By Starr Munro
Riverbend News
In the spirit of Halloween, here's a ghost story for small towns everywhere along the Suwannee River's banks to get spooked by. The history behind the birth of a prominent boom town in the 1860's and how it quickly became just another ghost town and essentially died out less than a hundred years later.
On the Western Banks of the Suwannee River, the seemingly fortunate town of Ellaville once stood, and not only stood, but even thrived. Home to two schools, a sawmill, a masonic lodge, two churches, with the most telling features being a steamboat dock and train station; two testaments to how this now abandoned town was once a bustling center of business and activity, with quite a robust population for the era, peaking at 1,000 residents.
In 1861, the same year the American Civil War officially began, George Drew built a mansion alongside the western bank of the Suwannee River, a beautiful piece of architecture that boasted formal gardens as well as success. Originally born in Alton, New Hampshire, Drew built a machine shop in Columbus, Ga., remaking himself into a lucrative businessman before making his way further down South to Suwannee County. He and his partner Louis Bucki built what was to become the largest sawmill in Florida, employing over 500 people. Drew dubbed the area Ellaville, after one of his longtime slaves, Ella. By the 1870's, the town was a textbook definition of a boomtown. Florida Railroad built a line into the town that led directly to the prosperous mill, where a fortune was made in logging and turpentine collection. Eleven mills were erected in all and in 1876, Drew, then one of the richest men in the state, was elected as Florida's 12th Governor, the very first chosen after the Reconstruction Era. After leaving office in 1881 and returning to his lumber business, he moved to Jacksonville where he died in 1900 after serving as the city's first President of the Trade Board.
Drew's death came shortly after an ominous tragedy to the town of Ellaville and looking back today, it seems to have been only the very beginning of the end for them. Their mighty mill that gave them the lives the citizens had for decades, burned to the ground in 1898 and although it was rebuilt quickly, the pine trees in the area were simply not as plentiful as they had been nearly 40 years earlier. Although trees are a renewable resource, the farming of them we practice today wasn't as popular then and they suffered for it. The disaster of their mill burning down and their lumber yield not being as bountiful as it had been in the past was a terrible time indeed, but that alone did not lead to the town's demise; it was series of misfortunate events still to come that essentially wiped Ellaville off the map and created yet another American ghost town sitting in obscurity today.
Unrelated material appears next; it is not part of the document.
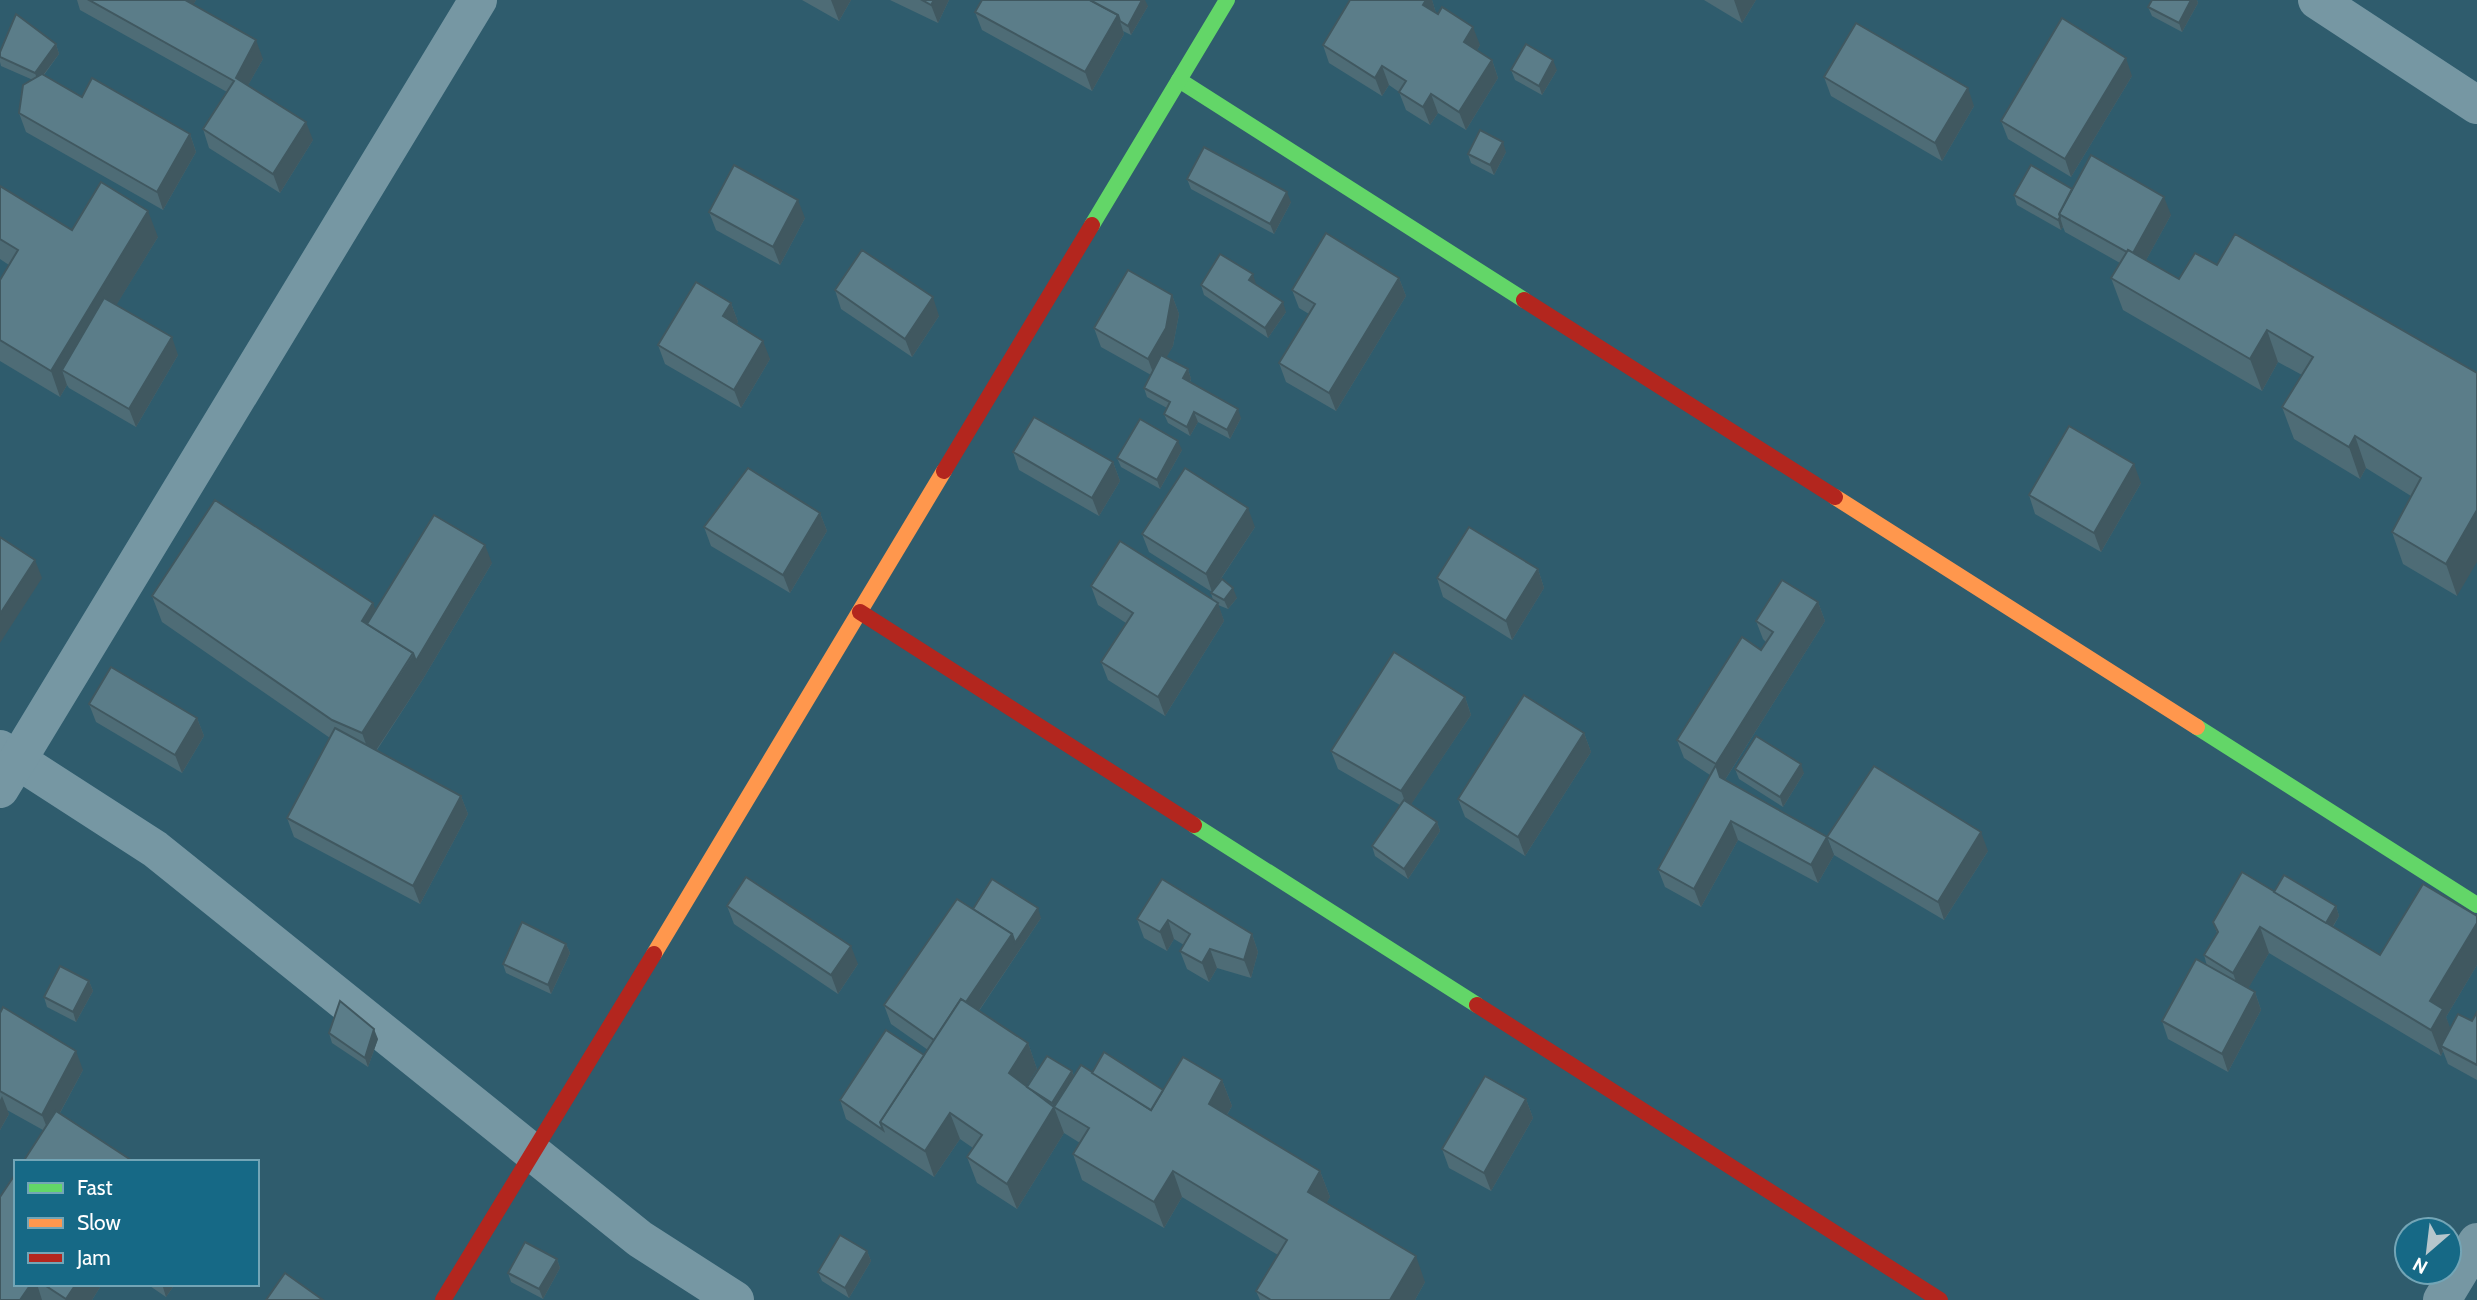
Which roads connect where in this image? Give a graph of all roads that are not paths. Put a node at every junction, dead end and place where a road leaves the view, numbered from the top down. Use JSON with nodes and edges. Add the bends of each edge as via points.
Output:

The year of 1928 is a year in Florida that any history book about the state’s past would be incomplete without mentioning. The summer of that year was a disastrous season for people, crops and livestock all across the state, with multiple hurricanes devastating communities everywhere. The Great Okeechobee Flood has gone down in history as one of the most devastating natural disasters to happen to the Sunshine State. The hurricane that spawned the flooding is listed as the third most lethal hurricane in recorded history, with an estimated 2,500 Floridians perishing after the category 4 storm hit. The areas around the Suwannee River took a terrible blow that stormy season as well, and a month before that notorious flooding of Lake Okeechobee would occur, the town of Ellaville was completely flooded by August 14. The Suwannee and Withlacoochee rivers raised over a 100 feet above their normal levels, converged and spilled over, water finding its way into the community where it wreaked havoc on local businesses and people. The train station flooded and people took to their boats to check up on neighbors and kin. The town had to deal with yet another adversity stacked against them. Maybe the shocking list of causalities that followed in September from the historic flood overshadowed the woes of the people who lived along the great Suwannee River during that time, because you won't find Ellaville on that list, but it was one more casualty deserving to be listed to 1928's battle of man versus nature, because it was one more reason the community would eventually perish.
After the flooding, Ellaville didn't have much time to re-cooperate before another devastation hit the community. Only, this one didn't affect just them, but the entire nation. The Great Depression reached the town like it did for the rest of the country. Rich or poor, it made no difference; a struggle ensued that many people succumbed to, changing their lives forever. Rural communities like Ellaville that were already trying to hold on for dear life, grit their teeth and didn't let go easily, but after the two world wars that followed, the boomtown finally died out and became a ghost of a town, with the final nail in the coffin being the closing of the post office in 1942. Ellaville held on for as long as they could, however, their story is one of hope, loss, dreams and devastation. It's good practice to remember how precious community is and also how fragile it can be.
With more historic flooding happening each year not just in Florida but all over the country and financial crisis always a looming threat, a ghost story like the town of Ellaville that once was, is the true American horror story. But this is why knowing local history can be seen as not only as an interest or hobby, but as a tool that can supply a different lesson for issues we're not immune to, today. Ellaville is much more than what it currently looks like, which isn't much. There's an old bridge, an empty school house, as well as some rusty machinery left behind from the mill that once was. And of course the remnants of an old river and refueling store, a town staple that most people around the Suwannee are familiar with. At the right time of year, the foundation of the Drew mansion can be seen when some of the vegetation that grows over it is killed off by the winter freeze. A structure of pride for the locals was vandalized for decades after being abandoned mostly due to flood damages and burned to the ground in the 1970s. The only thing flourishing in the boomtown of Ellaville today are the vines growing over the few remaining buildings, returning the lumber that built up the city slowly back to nature.